Brownfield-Denmark Elementary School was terrorized Thursday by a bomb threat, later determined to be a prank.
The Facebook website Western Maine Breaking News was the first to report the incident, saying a student apparently called in the threat from a school bus.
The local fire department was on the scene and police evacuated the Denmark school.
Cops shut down the road in front of the building.
A school secretary “believed that the call came from someone on a school bus,” the Facebook report said.
The suspect allegedly said that he was going to “blow the place up.”
Superintendent Jay Robinson issued a statement Thursday night to parents confirming that shortly after 3 p.m. Thursday, the secretary received a call from someone who made “threatening remarks” before hanging up.
“This was after students and all but three staff members and a parent had left the building,” Robinson said. “The incident was reported to the Oxford County Sheriff’s Department, who then came to the school and performed a thorough search using a bomb-sniffing canine.”
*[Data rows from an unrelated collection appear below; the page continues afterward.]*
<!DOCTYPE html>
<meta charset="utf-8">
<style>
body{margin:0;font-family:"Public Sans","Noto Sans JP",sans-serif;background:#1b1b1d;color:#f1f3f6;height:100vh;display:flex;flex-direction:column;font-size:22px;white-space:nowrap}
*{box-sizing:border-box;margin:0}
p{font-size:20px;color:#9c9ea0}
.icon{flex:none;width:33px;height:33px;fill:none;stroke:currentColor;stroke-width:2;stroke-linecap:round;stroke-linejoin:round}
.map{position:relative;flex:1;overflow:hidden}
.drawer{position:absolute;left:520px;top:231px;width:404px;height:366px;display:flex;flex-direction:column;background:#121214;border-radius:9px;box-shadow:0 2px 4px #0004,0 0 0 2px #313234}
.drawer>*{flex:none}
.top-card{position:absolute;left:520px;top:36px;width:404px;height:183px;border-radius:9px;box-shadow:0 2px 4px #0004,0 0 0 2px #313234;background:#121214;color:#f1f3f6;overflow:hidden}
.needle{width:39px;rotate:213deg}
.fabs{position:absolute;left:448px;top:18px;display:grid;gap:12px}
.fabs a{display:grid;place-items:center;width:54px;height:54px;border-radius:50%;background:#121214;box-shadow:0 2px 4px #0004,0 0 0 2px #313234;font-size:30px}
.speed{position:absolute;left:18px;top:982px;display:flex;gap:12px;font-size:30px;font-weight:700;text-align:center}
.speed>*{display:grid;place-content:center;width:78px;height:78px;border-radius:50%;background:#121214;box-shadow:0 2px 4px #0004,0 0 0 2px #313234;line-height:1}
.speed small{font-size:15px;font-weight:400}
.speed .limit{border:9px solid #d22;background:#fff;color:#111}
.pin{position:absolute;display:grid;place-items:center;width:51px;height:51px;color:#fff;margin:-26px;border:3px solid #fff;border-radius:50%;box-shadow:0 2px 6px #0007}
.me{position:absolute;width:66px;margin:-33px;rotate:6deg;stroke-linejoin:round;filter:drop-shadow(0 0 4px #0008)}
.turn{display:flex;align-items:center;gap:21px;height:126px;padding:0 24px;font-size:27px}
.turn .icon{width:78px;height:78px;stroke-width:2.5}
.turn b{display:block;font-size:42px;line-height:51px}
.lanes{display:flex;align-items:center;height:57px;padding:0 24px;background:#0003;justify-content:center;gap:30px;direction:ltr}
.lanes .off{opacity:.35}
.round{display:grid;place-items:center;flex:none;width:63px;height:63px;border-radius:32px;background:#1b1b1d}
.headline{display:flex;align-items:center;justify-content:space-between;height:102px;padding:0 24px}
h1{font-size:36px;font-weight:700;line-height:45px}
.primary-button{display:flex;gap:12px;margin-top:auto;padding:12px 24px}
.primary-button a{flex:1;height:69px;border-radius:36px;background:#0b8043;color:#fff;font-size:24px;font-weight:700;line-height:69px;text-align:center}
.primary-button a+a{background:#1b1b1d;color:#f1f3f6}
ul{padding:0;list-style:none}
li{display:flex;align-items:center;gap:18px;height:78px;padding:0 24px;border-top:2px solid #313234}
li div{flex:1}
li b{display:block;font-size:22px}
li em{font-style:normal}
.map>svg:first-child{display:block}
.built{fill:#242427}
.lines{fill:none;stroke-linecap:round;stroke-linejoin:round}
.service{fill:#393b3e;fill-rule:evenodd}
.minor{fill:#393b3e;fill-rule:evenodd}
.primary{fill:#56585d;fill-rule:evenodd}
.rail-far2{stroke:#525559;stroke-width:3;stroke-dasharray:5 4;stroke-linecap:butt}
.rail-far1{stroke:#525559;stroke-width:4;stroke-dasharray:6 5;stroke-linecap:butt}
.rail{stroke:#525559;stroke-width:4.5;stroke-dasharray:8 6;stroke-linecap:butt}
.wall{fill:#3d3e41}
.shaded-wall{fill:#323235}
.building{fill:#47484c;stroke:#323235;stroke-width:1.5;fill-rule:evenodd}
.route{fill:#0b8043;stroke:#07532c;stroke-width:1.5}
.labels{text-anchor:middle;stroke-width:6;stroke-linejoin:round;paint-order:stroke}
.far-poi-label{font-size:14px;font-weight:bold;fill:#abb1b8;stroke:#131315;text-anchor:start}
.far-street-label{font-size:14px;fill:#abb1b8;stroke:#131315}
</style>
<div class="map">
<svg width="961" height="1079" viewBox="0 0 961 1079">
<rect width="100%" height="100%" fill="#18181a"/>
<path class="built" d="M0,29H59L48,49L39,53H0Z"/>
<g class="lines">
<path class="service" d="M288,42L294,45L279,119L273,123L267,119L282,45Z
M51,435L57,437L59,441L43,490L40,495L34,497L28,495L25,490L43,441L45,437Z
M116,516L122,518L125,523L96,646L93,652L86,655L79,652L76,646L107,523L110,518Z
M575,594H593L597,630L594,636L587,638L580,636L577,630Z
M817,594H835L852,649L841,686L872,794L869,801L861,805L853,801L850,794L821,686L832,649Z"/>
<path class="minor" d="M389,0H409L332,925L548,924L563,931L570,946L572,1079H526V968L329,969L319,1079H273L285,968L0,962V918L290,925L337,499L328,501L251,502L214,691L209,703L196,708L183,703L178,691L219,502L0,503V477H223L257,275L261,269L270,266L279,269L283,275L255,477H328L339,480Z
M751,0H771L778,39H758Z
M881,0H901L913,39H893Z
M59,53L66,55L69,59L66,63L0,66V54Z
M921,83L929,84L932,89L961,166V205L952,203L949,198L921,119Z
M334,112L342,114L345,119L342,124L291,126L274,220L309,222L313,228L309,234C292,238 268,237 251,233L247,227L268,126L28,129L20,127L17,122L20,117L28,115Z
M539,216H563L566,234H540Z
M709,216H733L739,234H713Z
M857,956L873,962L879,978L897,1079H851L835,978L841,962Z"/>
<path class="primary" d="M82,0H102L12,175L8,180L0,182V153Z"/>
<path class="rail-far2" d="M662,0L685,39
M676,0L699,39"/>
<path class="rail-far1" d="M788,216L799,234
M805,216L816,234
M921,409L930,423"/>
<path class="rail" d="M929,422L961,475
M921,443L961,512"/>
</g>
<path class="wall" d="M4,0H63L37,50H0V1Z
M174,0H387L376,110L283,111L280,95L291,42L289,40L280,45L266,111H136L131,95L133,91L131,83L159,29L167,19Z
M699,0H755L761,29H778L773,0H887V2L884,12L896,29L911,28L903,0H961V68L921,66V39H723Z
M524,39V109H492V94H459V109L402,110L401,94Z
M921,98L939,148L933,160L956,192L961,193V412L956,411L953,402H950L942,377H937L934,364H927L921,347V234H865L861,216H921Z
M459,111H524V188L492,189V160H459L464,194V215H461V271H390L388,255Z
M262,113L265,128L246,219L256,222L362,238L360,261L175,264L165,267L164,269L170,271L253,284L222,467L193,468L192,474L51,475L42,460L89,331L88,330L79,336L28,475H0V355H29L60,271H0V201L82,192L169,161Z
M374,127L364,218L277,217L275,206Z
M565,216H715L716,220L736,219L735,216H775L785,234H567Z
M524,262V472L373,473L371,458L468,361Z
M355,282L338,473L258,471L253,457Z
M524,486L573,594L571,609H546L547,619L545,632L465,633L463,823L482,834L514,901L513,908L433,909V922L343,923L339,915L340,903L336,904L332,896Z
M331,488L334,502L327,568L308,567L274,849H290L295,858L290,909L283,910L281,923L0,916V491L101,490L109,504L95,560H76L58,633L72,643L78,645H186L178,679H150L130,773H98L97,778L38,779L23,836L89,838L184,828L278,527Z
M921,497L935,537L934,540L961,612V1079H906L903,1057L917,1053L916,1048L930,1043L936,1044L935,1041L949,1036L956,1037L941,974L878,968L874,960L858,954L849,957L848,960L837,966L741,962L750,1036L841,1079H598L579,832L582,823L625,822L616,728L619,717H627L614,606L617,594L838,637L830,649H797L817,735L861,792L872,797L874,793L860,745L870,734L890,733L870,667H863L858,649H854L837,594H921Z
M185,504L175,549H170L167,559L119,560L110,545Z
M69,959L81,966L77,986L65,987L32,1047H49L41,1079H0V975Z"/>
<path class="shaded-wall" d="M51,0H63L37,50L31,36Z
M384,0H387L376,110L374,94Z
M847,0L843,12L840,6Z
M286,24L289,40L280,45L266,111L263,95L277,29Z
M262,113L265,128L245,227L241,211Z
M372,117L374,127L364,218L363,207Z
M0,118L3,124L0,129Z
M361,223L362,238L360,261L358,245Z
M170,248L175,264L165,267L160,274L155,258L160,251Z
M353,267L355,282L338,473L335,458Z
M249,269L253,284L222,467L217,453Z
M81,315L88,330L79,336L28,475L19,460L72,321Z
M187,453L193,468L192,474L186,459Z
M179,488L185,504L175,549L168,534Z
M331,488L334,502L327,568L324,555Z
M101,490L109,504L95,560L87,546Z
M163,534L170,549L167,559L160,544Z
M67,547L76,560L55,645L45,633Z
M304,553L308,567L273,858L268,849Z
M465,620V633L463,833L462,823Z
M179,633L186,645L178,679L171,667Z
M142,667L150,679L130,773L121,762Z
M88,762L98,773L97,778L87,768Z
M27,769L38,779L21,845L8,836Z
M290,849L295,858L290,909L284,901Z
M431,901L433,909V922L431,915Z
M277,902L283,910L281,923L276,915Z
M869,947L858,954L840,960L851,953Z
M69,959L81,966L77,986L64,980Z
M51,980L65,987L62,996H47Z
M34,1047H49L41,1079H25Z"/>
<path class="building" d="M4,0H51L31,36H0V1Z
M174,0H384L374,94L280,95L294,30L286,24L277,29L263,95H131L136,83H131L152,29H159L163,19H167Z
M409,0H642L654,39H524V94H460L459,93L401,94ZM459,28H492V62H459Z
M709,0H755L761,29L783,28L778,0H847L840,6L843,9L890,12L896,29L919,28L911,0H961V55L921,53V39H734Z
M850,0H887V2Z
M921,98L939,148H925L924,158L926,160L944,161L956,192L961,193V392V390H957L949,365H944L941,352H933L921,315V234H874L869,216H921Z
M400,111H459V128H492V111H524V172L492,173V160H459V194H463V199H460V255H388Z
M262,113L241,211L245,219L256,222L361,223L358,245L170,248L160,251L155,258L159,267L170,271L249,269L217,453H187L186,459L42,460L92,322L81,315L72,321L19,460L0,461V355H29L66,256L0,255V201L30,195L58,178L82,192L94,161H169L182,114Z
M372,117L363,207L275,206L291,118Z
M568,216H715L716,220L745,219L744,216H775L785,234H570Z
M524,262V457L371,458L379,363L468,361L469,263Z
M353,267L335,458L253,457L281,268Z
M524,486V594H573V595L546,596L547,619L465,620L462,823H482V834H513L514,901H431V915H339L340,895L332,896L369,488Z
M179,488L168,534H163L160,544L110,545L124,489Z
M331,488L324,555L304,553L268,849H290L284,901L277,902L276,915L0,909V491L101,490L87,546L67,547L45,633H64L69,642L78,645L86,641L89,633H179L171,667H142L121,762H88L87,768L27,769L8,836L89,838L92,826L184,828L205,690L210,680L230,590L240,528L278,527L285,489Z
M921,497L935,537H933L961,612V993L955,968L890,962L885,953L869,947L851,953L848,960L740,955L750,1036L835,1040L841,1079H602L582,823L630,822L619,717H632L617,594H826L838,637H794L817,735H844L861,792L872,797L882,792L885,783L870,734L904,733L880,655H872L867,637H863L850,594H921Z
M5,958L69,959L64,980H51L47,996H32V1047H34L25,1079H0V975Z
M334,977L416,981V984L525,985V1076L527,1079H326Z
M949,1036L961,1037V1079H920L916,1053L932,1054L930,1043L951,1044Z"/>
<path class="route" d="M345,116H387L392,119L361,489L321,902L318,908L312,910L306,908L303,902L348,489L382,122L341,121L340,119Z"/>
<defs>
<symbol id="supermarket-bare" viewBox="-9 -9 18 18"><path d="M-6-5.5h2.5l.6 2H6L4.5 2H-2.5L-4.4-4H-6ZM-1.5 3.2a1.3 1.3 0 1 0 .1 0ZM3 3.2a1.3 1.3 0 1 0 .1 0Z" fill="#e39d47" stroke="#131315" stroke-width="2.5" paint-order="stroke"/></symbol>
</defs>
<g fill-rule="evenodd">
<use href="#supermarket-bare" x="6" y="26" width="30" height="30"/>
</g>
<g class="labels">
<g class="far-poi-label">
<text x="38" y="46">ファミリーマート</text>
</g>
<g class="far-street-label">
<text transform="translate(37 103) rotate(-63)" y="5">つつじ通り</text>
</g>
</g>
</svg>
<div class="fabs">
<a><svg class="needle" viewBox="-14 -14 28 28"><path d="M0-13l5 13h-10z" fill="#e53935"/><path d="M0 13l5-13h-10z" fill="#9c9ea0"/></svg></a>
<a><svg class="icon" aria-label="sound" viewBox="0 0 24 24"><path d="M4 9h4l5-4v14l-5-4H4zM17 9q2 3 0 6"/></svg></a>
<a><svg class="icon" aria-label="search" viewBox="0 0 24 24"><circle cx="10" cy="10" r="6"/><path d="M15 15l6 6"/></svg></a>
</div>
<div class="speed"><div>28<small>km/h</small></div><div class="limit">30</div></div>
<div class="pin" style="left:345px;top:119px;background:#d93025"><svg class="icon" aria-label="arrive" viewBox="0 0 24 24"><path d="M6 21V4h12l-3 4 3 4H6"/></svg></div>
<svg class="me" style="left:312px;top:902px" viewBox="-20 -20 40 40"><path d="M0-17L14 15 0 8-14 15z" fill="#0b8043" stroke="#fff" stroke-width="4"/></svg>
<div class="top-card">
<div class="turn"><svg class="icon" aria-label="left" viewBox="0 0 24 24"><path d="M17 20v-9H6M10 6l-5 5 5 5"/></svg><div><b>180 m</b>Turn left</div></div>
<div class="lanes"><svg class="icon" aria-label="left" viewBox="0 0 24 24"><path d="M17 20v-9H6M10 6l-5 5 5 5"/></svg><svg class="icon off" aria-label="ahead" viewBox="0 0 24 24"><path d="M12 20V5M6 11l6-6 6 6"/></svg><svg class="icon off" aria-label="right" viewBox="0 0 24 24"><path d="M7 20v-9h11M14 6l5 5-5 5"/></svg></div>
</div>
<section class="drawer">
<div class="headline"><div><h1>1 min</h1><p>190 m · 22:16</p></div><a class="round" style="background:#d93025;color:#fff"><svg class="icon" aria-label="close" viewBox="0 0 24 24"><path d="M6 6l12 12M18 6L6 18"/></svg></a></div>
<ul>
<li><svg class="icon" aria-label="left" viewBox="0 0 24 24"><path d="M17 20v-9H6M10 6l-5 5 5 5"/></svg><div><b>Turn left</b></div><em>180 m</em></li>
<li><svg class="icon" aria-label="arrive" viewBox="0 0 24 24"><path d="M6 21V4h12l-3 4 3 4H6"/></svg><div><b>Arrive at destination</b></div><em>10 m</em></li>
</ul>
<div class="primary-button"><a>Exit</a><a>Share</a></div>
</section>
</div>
Robinson called the threat a “hoax,” adding that police were following up on the number from which the threat came using caller ID.
The school will be open as usual today, Robinson said.
The bomb threat comes two weeks after 50 schools in Maine and Texas received emailed bomb threats.
The email indicated that explosives had been planted in and around each of the schools on the distribution list.
The threat turned out to be a “hoax,” meaning no bombs were found.
But “hoax” bomb threats can be in some ways almost as disruptive and terrifying as those that turn out to be “real.”
The challenge always for school administrators and law enforcement is whether to evacuate buildings or just ignore a threat as likely to be a prank.
It’s a no-win proposition.
Topsham High School, Portland High School and Colby College, meanwhile, received bomb threats in the past six weeks, all determined to be non-credible.
Prank or no prank, communicating a bomb threat is against the law.
In Maine the penalty can include a fine up to $2,000 and a year in jail.